PROBLEM TO WORK ON
Return an exact copy of the data, starting at its first line and ending at the line that contains "Road topology of", minus any pictures.

MATERIAL PROVIDED
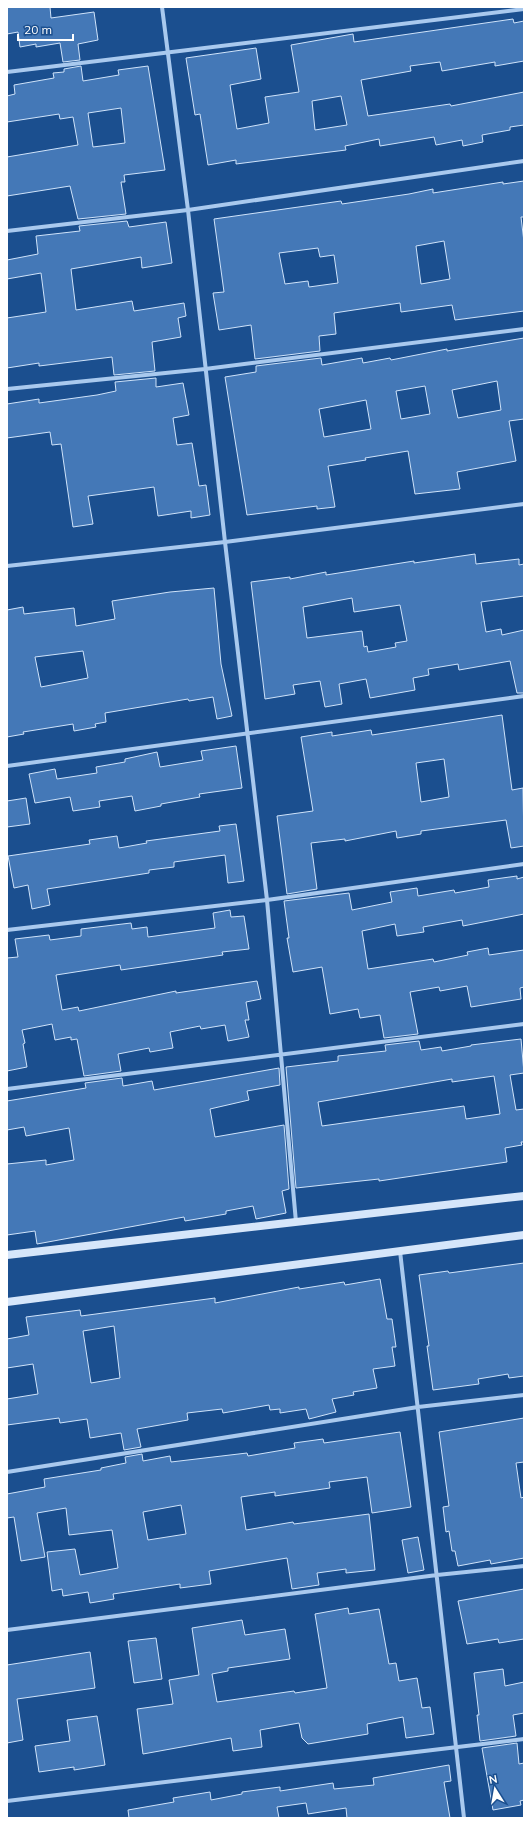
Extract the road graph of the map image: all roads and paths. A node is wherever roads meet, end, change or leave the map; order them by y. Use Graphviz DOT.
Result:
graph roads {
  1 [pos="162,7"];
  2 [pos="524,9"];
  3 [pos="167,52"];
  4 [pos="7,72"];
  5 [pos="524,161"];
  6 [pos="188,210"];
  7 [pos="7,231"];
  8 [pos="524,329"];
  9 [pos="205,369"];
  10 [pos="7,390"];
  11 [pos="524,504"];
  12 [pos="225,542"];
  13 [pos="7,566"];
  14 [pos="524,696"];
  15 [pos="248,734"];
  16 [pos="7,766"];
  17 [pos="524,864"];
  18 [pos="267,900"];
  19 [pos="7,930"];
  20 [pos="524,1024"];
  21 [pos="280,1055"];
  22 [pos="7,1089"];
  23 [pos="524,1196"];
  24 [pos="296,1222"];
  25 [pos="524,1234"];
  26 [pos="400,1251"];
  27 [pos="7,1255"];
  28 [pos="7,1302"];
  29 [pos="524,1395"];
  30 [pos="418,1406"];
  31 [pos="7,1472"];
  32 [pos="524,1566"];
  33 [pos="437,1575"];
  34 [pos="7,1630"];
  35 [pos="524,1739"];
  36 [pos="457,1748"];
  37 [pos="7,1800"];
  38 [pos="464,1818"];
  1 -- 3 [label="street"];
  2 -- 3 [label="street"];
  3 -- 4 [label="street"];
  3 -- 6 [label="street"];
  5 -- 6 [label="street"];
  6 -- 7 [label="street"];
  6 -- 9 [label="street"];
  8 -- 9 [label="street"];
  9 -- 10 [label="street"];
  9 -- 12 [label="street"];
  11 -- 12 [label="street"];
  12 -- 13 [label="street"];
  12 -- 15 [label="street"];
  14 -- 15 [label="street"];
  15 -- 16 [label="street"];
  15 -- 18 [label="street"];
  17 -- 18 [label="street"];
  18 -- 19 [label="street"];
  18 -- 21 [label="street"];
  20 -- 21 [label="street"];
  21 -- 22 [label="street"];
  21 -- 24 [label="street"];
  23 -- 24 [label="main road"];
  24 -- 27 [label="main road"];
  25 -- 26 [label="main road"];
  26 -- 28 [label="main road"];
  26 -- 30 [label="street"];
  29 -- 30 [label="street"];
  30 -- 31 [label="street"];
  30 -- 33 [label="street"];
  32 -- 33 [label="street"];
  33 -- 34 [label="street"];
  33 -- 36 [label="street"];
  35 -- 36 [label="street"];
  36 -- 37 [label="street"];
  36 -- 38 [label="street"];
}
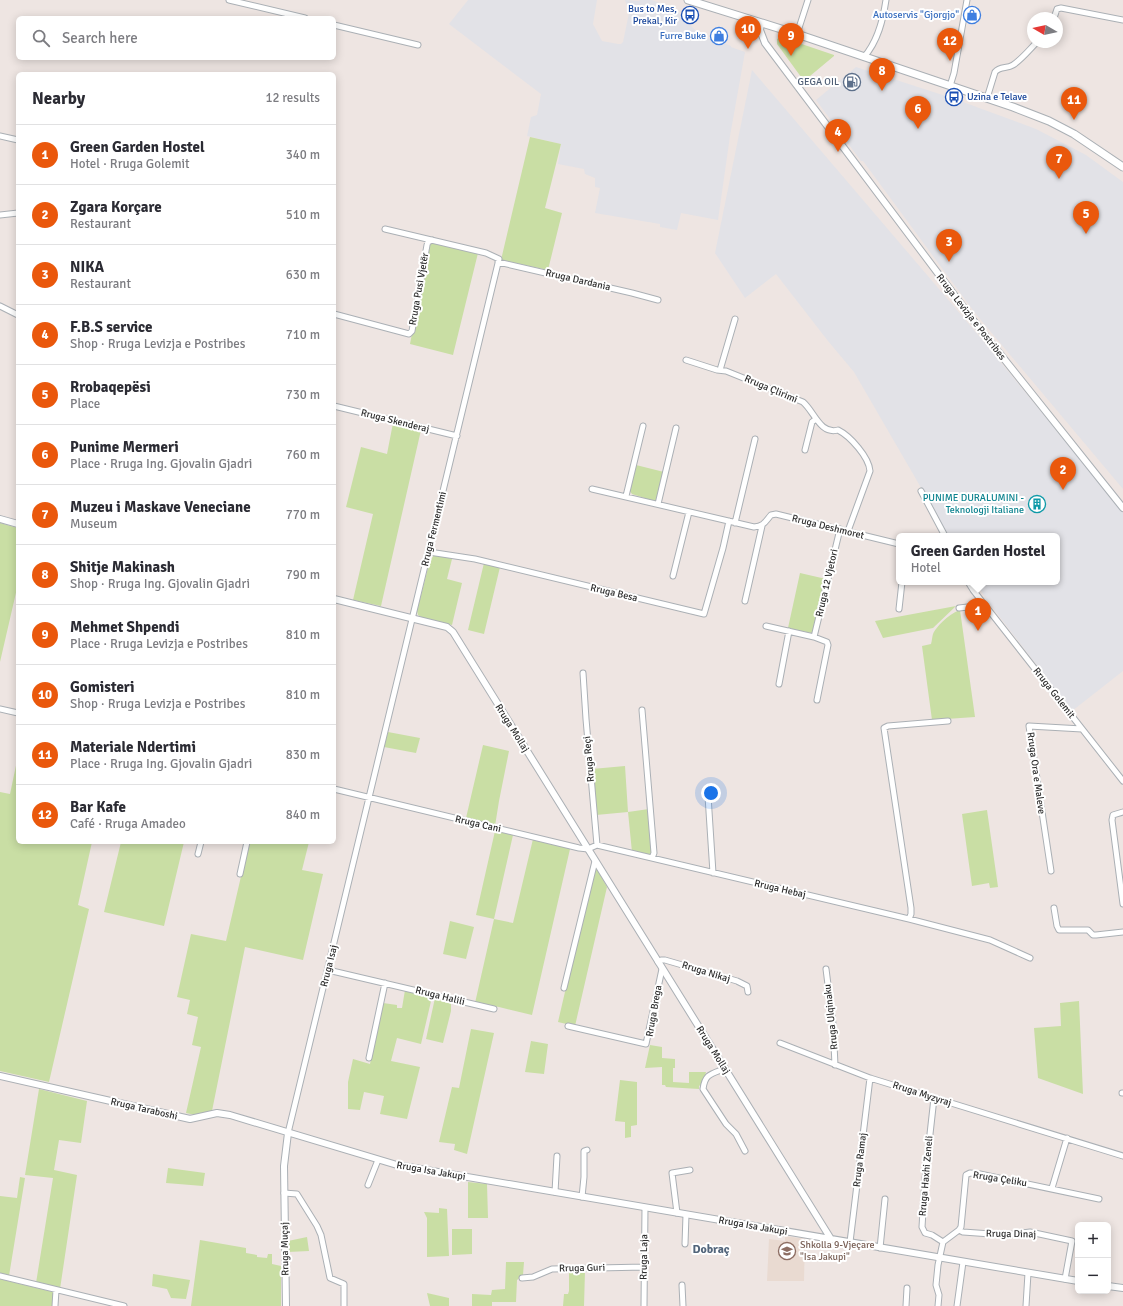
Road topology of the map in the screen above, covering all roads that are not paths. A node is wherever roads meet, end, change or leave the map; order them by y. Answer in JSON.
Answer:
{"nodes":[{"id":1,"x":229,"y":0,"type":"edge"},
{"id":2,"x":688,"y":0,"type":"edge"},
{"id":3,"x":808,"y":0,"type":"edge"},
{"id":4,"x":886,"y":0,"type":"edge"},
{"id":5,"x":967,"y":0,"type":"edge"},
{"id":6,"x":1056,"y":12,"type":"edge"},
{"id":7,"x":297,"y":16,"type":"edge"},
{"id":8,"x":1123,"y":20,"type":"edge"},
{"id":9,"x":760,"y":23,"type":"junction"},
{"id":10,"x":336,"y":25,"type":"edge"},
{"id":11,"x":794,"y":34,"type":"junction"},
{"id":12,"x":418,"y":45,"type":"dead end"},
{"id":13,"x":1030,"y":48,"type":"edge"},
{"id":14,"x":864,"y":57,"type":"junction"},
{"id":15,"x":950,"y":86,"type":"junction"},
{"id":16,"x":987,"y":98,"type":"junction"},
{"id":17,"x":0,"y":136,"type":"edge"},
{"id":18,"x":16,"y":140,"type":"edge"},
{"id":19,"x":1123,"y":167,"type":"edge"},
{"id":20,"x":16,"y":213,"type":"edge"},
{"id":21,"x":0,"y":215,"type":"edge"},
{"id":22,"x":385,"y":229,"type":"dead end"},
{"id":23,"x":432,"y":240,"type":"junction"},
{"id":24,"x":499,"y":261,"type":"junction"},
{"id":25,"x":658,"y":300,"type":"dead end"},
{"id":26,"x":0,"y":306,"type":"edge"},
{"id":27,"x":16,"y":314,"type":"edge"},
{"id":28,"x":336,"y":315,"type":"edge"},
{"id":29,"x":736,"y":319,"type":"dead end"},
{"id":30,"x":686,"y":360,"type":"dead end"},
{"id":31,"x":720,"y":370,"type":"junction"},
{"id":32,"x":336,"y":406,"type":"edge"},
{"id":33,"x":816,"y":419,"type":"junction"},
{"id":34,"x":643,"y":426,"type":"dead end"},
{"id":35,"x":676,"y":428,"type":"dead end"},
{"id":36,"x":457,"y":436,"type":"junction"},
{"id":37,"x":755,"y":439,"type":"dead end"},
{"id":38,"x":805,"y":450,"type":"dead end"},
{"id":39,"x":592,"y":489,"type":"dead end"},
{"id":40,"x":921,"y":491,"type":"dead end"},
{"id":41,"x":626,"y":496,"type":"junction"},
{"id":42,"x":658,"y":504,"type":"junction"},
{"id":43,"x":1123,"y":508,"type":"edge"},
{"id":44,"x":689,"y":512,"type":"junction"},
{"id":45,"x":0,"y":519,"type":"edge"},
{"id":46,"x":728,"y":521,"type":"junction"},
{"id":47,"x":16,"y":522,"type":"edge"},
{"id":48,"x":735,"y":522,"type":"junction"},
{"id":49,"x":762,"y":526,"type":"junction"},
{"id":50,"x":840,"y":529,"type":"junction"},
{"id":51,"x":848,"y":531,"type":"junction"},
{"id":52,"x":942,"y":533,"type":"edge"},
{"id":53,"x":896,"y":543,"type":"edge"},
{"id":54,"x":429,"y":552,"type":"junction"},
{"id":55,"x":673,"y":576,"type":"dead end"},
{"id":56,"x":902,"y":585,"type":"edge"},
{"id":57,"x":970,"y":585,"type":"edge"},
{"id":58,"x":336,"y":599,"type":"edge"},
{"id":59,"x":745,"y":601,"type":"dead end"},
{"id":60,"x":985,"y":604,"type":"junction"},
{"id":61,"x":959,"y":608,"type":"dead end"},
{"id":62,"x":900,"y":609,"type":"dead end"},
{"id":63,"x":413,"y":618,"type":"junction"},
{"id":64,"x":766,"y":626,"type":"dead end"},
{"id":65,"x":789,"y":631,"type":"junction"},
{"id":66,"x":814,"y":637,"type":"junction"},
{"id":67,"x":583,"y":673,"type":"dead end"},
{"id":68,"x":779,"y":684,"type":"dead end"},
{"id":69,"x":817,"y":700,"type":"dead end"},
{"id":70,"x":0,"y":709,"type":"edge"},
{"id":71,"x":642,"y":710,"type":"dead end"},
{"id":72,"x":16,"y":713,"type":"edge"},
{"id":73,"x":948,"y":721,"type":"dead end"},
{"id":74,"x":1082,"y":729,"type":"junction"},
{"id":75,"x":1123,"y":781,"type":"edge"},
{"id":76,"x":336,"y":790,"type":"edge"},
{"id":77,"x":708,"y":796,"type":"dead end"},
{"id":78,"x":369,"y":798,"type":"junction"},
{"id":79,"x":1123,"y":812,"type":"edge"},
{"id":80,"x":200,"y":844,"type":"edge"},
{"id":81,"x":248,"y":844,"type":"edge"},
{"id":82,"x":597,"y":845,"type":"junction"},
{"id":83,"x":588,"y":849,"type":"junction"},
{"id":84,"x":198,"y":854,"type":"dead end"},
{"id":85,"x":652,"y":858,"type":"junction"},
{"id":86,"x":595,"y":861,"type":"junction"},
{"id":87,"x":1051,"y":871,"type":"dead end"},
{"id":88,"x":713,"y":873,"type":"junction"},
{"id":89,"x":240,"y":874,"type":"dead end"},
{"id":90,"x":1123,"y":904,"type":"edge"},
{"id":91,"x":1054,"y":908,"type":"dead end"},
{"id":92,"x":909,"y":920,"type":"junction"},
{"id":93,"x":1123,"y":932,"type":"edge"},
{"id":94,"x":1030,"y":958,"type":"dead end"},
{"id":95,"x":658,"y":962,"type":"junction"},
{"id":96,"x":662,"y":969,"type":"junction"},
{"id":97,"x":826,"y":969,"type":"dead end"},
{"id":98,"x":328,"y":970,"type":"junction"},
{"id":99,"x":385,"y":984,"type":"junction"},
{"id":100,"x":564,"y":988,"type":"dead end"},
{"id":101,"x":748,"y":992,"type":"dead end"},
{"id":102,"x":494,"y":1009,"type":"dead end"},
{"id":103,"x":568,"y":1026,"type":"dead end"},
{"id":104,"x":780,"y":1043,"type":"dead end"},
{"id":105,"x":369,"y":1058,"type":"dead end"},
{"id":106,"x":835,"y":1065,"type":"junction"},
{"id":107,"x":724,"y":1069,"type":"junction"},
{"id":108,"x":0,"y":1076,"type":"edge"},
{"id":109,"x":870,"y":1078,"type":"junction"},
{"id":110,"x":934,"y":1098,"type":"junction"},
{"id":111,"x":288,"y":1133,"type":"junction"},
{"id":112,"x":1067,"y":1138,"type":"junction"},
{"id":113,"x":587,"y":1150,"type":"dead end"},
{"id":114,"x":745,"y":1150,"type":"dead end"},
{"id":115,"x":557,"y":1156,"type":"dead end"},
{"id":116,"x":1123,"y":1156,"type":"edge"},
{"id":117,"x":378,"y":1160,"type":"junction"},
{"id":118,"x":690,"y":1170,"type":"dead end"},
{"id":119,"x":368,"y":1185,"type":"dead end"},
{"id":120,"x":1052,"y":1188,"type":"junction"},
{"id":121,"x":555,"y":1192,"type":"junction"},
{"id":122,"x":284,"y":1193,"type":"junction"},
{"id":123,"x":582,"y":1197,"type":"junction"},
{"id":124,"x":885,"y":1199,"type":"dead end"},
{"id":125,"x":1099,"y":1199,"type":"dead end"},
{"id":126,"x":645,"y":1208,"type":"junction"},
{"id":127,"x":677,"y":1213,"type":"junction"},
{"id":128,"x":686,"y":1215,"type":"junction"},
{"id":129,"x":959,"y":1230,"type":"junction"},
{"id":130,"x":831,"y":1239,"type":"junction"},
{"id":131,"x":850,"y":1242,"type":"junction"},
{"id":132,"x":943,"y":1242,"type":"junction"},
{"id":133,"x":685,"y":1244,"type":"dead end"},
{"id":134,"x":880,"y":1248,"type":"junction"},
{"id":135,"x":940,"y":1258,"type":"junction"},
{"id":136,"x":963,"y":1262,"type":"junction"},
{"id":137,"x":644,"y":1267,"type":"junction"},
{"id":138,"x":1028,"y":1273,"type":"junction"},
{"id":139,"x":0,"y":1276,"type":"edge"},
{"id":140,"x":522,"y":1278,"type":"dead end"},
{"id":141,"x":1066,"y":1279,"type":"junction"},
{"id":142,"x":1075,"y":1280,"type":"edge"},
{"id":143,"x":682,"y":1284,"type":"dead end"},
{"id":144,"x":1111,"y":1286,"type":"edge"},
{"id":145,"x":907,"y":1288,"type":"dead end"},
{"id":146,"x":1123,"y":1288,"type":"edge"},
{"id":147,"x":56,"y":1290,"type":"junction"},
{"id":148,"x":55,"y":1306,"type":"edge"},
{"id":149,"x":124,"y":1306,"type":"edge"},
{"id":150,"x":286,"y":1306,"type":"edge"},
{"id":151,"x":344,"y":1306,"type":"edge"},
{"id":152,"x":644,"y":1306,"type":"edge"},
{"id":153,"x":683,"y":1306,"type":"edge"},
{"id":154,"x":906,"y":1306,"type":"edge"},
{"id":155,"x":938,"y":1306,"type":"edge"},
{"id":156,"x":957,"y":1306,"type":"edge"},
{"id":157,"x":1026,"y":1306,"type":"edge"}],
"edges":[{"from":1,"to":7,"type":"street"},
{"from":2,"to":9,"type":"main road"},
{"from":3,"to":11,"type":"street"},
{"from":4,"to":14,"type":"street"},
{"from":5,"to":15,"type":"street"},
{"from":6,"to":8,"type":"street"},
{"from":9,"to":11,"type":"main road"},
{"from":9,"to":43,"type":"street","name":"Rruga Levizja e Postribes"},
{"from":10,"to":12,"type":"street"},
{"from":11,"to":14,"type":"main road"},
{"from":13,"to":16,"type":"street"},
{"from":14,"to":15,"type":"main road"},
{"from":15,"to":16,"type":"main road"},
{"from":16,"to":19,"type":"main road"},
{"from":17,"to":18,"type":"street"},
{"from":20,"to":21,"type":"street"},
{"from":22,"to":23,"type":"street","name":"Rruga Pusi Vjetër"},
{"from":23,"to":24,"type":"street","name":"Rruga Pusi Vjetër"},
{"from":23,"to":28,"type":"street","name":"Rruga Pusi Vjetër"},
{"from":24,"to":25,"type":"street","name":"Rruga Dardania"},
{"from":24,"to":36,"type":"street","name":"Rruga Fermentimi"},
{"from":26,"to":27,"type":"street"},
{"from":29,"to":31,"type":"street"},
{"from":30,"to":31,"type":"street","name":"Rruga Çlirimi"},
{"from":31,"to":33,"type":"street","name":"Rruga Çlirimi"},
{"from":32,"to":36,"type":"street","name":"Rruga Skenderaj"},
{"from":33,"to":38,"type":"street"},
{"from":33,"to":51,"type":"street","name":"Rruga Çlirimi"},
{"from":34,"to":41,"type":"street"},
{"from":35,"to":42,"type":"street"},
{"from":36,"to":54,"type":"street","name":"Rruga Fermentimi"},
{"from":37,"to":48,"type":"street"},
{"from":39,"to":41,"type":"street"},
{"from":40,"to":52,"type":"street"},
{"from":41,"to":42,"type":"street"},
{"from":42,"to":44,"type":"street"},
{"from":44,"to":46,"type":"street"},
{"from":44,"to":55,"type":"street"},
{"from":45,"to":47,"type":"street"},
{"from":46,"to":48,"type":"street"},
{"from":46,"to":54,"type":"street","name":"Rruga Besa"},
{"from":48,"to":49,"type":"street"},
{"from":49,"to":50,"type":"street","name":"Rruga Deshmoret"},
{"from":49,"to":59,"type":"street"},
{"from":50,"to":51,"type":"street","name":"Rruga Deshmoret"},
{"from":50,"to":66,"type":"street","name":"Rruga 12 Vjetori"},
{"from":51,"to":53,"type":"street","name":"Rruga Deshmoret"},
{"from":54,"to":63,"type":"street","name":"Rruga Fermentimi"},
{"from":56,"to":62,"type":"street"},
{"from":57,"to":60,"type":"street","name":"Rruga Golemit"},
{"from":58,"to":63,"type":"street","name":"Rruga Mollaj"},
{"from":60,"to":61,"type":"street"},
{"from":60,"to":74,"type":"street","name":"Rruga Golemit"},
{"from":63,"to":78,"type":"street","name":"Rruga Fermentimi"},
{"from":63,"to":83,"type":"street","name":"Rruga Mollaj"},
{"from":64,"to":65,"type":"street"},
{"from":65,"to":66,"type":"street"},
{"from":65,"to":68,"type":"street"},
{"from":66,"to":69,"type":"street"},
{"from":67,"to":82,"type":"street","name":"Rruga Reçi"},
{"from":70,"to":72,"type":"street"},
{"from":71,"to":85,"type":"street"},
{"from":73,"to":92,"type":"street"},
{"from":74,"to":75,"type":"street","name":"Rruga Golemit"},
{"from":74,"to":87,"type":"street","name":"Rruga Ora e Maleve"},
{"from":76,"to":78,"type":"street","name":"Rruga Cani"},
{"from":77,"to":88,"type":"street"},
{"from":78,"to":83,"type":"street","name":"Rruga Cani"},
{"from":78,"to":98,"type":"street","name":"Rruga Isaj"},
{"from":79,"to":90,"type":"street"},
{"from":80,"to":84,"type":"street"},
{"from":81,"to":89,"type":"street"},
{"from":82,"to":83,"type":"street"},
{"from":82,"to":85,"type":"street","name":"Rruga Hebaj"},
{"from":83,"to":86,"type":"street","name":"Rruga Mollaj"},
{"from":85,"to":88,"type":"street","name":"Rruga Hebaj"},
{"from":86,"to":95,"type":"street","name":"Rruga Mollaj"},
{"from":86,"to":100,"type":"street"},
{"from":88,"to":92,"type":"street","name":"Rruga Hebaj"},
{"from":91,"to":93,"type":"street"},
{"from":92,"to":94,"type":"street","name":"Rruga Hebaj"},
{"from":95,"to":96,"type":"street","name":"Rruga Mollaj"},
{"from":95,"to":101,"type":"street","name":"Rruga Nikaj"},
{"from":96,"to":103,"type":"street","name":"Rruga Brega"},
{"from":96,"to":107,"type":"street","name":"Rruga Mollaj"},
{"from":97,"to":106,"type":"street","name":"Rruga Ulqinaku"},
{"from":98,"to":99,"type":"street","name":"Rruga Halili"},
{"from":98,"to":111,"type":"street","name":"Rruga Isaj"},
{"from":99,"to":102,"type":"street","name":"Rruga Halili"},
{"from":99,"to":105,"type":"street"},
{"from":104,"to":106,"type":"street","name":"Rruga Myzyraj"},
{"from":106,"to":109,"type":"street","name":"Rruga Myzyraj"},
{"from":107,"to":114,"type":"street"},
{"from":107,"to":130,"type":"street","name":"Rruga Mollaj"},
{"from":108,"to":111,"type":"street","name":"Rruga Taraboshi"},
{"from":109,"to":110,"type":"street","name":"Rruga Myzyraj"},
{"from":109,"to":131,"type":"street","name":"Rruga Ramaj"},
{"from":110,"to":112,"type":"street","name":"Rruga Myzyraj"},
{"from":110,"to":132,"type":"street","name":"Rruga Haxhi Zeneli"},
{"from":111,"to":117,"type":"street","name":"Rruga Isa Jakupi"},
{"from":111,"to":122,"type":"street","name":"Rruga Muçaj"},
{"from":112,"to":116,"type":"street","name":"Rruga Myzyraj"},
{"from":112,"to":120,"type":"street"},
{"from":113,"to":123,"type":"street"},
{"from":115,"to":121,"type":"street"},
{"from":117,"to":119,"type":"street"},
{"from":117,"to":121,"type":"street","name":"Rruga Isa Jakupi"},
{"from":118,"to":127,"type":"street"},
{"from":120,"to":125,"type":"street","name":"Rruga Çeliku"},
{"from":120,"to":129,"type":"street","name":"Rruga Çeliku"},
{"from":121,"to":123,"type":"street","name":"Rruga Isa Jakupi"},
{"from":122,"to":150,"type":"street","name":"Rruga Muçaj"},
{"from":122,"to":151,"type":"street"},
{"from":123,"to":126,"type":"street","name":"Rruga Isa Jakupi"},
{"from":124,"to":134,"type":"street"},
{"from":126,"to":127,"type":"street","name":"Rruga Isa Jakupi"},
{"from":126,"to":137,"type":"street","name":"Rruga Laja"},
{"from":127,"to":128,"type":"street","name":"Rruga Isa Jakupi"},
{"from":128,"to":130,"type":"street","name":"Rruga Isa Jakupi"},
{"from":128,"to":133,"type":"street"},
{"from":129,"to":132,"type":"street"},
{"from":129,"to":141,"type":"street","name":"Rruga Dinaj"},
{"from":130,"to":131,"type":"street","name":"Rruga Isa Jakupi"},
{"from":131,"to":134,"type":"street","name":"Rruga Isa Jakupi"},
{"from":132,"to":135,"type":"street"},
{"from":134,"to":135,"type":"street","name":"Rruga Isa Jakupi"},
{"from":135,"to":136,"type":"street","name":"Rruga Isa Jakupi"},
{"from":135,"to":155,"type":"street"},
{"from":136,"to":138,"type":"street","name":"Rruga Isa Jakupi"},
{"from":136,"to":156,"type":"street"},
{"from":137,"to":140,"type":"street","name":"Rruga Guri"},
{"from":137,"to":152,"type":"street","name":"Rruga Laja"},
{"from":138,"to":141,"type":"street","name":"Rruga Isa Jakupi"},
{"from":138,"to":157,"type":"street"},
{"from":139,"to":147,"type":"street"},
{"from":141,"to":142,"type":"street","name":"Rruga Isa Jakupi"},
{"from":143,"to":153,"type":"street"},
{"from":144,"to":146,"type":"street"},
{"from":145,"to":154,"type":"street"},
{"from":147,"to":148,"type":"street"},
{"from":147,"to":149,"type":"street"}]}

PROBLEM SOLUTION
Extract the road graph of the map image: all roads and paths. A node is wherever roads meet, end, change or leave the map; order them by y. Use Graphviz DOT.
Result:
graph roads {
  1 [pos="162,7"];
  2 [pos="524,9"];
  3 [pos="167,52"];
  4 [pos="7,72"];
  5 [pos="524,161"];
  6 [pos="188,210"];
  7 [pos="7,231"];
  8 [pos="524,329"];
  9 [pos="205,369"];
  10 [pos="7,390"];
  11 [pos="524,504"];
  12 [pos="225,542"];
  13 [pos="7,566"];
  14 [pos="524,696"];
  15 [pos="248,734"];
  16 [pos="7,766"];
  17 [pos="524,864"];
  18 [pos="267,900"];
  19 [pos="7,930"];
  20 [pos="524,1024"];
  21 [pos="280,1055"];
  22 [pos="7,1089"];
  23 [pos="524,1196"];
  24 [pos="296,1222"];
  25 [pos="524,1234"];
  26 [pos="400,1251"];
  27 [pos="7,1255"];
  28 [pos="7,1302"];
  29 [pos="524,1395"];
  30 [pos="418,1406"];
  31 [pos="7,1472"];
  32 [pos="524,1566"];
  33 [pos="437,1575"];
  34 [pos="7,1630"];
  35 [pos="524,1739"];
  36 [pos="457,1748"];
  37 [pos="7,1800"];
  38 [pos="464,1818"];
  1 -- 3 [label="street"];
  2 -- 3 [label="street"];
  3 -- 4 [label="street"];
  3 -- 6 [label="street"];
  5 -- 6 [label="street"];
  6 -- 7 [label="street"];
  6 -- 9 [label="street"];
  8 -- 9 [label="street"];
  9 -- 10 [label="street"];
  9 -- 12 [label="street"];
  11 -- 12 [label="street"];
  12 -- 13 [label="street"];
  12 -- 15 [label="street"];
  14 -- 15 [label="street"];
  15 -- 16 [label="street"];
  15 -- 18 [label="street"];
  17 -- 18 [label="street"];
  18 -- 19 [label="street"];
  18 -- 21 [label="street"];
  20 -- 21 [label="street"];
  21 -- 22 [label="street"];
  21 -- 24 [label="street"];
  23 -- 24 [label="main road"];
  24 -- 27 [label="main road"];
  25 -- 26 [label="main road"];
  26 -- 28 [label="main road"];
  26 -- 30 [label="street"];
  29 -- 30 [label="street"];
  30 -- 31 [label="street"];
  30 -- 33 [label="street"];
  32 -- 33 [label="street"];
  33 -- 34 [label="street"];
  33 -- 36 [label="street"];
  35 -- 36 [label="street"];
  36 -- 37 [label="street"];
  36 -- 38 [label="street"];
}
Road topology of the map in the screen above, covering all roads that are not paths. A node is wherever roads meet, end, change or leave the map; order them by y. Answer in JSON.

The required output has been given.